This weekend took me (by foot and boat and train and bus and car) to the southeastern regional Burn, called "Transformus", outside of Asheville, NC (near Black Mountain), in the company of my sister, her fiancee, and his son. Burning Man is the famous "national" burn that started it all, and "burners" across the country have started more local events to thicken the culture.

In short, I camped in community with 1200 burners, hippies, ravers, partiers, healers, junkies, nudists, radicals, witches, gnomes, vikings, pirates, bellydancers, fireeaters, and humans (more than one label may apply) for three days in the woods. We shared food and drink and drug and dance and song and swimming and gifts and bodypaint and footrubs, with honesty and acceptance, in an atmosphere of festival.

The days before the Burn were important, establishing comfort and safety and community among the places and people of Transformus, building to a spectacular whole on Saturday night.

On the night of the burn, we gathered round a 40-foot bamboo man (formerly called the "Bamboozler," but a wind-induced fall caused him to be re-raised in a sitting position, and was freshly dubbed the "Bambuddha") for a wild night-long party, beginning at dark-thirty with firedancers and pulsing drums and electronic music, the pitch of the event rising until sometime before midnight when the man was set on fire. Rain came and went throughout the night, so the Bambuddha's struggle was epic and prolonged, making the themes of transformation and release extra-potent with the cycle of subdued flame and merry flare-up.

I, in my sarong and painted with woad, danced and sang with the fire and the crowd, flirted with dryads, danced with  drummers, met eyes with devils and warriors, even pushers and spectators. I stayed with the fire until it was but a roaring bonfire some 6 feet high, then wandered off into the night, to dance at the bar (the whole weekend operated on a gift economy, without barter or expectation of return - the bar was no exception, and was thus a popular spot), and under the black lights of the rave in the woods, and enjoyed a spot of tea in a yurt.
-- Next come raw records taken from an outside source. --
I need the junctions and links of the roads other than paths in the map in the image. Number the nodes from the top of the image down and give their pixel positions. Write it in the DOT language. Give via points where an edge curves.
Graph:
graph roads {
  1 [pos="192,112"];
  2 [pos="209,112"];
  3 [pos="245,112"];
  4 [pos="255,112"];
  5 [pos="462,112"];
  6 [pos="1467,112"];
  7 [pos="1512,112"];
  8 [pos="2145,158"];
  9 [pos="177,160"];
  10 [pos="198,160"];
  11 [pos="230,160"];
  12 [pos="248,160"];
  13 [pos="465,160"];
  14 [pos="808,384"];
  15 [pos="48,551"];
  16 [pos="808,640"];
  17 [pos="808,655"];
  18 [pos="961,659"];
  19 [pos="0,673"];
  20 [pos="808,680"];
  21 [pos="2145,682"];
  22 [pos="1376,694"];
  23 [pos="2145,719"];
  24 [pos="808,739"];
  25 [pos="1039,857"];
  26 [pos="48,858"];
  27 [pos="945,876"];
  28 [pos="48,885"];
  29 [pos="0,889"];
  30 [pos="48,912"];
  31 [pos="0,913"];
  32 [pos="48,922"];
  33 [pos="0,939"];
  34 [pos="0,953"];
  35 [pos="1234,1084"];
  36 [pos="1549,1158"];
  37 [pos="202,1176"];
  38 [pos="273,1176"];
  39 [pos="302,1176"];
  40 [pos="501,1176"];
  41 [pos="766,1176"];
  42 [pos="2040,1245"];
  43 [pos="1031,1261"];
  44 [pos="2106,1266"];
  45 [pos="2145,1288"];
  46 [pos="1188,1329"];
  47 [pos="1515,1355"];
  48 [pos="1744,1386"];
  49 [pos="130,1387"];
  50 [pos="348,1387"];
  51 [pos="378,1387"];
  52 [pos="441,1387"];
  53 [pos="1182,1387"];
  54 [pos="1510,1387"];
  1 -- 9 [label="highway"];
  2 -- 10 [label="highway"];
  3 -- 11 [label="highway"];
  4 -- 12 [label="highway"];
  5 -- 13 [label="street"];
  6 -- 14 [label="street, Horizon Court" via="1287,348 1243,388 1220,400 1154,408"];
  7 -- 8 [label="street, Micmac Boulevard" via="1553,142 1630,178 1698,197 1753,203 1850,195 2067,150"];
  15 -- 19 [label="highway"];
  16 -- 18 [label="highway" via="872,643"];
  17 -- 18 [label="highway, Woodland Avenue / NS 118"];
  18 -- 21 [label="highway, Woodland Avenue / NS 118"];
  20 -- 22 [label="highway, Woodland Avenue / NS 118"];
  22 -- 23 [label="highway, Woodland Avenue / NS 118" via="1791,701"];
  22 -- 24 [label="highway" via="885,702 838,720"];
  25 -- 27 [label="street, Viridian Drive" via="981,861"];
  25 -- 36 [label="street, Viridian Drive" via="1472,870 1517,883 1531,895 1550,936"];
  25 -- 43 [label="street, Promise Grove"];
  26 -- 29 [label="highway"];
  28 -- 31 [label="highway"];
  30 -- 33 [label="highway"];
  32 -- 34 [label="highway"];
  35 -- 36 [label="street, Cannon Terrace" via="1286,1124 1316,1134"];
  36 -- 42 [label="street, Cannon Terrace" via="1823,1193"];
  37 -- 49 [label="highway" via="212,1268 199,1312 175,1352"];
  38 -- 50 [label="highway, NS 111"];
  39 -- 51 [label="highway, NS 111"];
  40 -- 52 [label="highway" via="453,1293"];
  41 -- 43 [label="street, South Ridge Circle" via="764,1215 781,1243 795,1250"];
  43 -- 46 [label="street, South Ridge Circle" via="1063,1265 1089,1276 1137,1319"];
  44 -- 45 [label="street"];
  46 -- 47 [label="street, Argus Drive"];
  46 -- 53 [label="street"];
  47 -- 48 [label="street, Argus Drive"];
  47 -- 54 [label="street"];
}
At the beginning of this night, I had been introduced to the staggering genus of Psilocybe, and thereafter found myself thinking very clearly - in a quieter place (had I begun in the yurt, say), I expect that the muse would have sung a far more personal tune behind my eyes, but as it was I felt myself to be making decisions (lower-case 'd') very quickly and without inhibition, making quick connections with people and with the mood of the evening - with a few outstanding observations of wrong-ness, I felt every thing and person to be perfectly right in their present state and action, everybody was exactly who they were and chose to be. (This was particularly noticeable in the case of the "forest people", those in ren-fair garb with goaty horns and sometimes beards — despite my ever-present awareness of these as costumed folk, I found myself checking more than once for cloven hooves)

Making decisions for myself without the hesitation of doubt is something I've been working on, and it was pleasant to find that quality distilled - nothing dark or overwhelmingly Other visited me that night, which in the latter case is somewhat disappointing — the fleeting glimpses I gained of such (in brief moments of closed eyes) have left me tantalized.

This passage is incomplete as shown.